- Trava Location in Slovenia
- Coordinates: 45°36′10.1″N 14°40′16.66″E﻿ / ﻿45.602806°N 14.6712944°E
- Country: Slovenia
- Traditional region: Lower Carniola
- Statistical region: Southeast Slovenia
- Municipality: Loški Potok

Area
- • Total: 8.22 km^{2} (3.17 sq mi)
- Elevation: 775 m (2,543 ft)

Population (2002)
- • Total: 25
- Postal code: 1319

= Trava, Loški Potok =

Trava (/sl/; Obergrass or Obergraß) is a village in the Municipality of Loški Potok in southern Slovenia. The area is part of the traditional region of Lower Carniola and is now included in the Southeast Slovenia Statistical Region.

==Church==
The local church was a chapel of ease dedicated to Lawrence of Rome. It was first mentioned in written documents dating to 1526 and was one of the oldest churches in the Parish of Osilnica. Some sources indicate that defensive walls stood around the church to protect against Ottoman raids; no trace of these walls remain today. The church stood in the middle of the village cemetery; it had a rectangular nave and an octagonal chancel walled on three sides. A square belfry stood on the north side of the building and the sacristy stood on the south side between the nave and chancel.

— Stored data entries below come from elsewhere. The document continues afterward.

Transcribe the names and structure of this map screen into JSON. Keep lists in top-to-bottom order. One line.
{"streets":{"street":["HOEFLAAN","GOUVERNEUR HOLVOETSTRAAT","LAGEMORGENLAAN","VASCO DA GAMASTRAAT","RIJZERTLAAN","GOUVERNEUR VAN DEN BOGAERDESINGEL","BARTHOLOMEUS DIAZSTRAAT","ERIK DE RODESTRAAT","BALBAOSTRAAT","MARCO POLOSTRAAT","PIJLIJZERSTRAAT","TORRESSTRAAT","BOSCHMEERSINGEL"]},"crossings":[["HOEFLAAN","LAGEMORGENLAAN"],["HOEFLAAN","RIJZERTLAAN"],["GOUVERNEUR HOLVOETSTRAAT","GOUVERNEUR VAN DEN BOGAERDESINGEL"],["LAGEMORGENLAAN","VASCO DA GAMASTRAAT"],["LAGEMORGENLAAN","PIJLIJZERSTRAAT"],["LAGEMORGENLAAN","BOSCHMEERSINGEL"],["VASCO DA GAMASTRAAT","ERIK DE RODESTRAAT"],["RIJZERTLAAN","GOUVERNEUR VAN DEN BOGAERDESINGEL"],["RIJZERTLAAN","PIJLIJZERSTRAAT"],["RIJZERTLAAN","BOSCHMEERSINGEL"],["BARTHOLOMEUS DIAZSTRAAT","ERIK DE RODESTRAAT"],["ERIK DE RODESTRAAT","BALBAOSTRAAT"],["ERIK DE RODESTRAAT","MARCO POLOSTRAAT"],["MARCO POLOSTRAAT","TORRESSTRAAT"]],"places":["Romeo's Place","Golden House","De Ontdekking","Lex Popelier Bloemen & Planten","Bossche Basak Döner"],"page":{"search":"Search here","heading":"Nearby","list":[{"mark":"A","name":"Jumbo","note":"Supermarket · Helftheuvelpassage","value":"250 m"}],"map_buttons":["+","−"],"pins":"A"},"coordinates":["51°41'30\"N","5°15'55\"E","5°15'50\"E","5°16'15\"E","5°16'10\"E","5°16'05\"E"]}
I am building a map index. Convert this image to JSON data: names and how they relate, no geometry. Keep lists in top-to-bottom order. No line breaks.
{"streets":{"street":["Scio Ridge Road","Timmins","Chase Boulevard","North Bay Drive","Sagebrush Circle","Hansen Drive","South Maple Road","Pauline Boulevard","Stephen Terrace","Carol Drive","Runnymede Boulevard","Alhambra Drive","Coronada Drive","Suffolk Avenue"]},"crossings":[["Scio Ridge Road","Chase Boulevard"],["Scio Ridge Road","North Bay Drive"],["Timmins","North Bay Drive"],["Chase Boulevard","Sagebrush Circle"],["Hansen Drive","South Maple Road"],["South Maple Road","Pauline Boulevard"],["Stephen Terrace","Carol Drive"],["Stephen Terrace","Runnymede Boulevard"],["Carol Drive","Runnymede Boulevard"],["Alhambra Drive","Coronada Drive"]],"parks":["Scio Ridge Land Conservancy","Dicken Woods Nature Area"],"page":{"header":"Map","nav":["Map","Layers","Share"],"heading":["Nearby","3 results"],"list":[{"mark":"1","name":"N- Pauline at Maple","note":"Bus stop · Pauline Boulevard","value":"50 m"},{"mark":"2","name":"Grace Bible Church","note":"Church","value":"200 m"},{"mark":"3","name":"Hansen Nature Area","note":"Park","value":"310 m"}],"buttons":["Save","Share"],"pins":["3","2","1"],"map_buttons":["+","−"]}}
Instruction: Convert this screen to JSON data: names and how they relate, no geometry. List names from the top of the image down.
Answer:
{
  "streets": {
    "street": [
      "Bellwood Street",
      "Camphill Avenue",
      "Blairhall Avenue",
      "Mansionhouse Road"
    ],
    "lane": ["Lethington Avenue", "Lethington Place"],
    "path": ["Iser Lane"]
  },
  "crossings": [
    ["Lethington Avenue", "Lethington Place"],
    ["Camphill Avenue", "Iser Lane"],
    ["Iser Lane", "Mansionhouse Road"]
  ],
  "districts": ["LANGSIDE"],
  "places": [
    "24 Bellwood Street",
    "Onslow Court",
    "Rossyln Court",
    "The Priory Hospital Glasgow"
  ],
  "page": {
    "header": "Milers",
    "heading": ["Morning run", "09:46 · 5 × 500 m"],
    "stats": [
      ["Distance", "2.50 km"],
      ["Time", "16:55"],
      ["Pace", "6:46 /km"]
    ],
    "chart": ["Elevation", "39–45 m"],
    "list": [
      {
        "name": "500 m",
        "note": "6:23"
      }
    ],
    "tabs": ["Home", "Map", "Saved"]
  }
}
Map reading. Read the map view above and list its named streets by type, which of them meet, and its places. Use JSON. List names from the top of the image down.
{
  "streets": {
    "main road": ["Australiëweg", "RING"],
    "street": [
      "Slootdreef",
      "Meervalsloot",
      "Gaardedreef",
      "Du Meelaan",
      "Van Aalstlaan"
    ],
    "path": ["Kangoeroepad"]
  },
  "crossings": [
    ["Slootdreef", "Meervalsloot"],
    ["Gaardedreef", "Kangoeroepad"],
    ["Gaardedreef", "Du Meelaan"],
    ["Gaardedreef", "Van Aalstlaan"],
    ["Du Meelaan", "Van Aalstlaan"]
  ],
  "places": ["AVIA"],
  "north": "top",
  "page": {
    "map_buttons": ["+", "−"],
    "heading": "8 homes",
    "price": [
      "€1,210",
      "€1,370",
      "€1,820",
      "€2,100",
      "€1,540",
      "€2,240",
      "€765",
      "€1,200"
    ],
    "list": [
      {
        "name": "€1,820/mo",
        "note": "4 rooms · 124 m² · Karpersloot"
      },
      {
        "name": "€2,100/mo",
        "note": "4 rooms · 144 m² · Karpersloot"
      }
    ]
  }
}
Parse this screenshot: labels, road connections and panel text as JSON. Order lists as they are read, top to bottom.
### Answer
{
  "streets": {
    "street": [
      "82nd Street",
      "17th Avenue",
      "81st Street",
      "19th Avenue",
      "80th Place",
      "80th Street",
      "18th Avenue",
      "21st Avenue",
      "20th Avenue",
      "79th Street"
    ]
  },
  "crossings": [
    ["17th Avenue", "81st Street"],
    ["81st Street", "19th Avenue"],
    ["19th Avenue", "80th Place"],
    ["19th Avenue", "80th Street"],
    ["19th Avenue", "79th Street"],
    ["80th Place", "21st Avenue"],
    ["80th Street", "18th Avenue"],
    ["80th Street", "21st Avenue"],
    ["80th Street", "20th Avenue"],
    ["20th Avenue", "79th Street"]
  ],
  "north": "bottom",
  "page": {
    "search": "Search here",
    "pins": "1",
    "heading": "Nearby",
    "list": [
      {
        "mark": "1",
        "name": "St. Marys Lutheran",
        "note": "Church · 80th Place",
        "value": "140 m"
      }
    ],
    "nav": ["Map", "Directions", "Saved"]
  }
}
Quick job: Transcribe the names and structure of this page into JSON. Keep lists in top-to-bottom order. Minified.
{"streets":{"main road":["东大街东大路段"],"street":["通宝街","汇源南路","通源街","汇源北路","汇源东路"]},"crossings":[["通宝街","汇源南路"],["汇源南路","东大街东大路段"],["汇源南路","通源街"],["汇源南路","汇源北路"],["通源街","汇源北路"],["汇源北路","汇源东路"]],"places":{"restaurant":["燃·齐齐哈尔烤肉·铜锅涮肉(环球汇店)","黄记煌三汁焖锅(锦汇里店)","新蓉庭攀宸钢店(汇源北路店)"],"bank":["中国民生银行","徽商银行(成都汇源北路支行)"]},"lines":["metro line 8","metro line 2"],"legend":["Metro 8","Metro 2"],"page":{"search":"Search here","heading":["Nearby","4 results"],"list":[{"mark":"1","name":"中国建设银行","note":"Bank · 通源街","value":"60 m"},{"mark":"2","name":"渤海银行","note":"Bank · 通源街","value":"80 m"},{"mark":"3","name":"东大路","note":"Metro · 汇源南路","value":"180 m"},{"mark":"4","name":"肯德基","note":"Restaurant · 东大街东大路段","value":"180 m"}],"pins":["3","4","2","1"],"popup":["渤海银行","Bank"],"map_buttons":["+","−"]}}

The present-day ruins date from a rebuilding of the church in the 17th century. The church was assigned to the newly founded Parish of Draga in 1834. The building was reworked at the end of the 19th century with the addition of the belfry, the sacristy, and new windows; the interior was also newly vaulted at this time, and the year 1894 was carved into the stone door casing. The church was covered by a gabled shingled roof. The church was burned down by the Partisans on 22 July 1942. It was not rebuilt after the war; the ruins include the partially preserved tower of the belfry.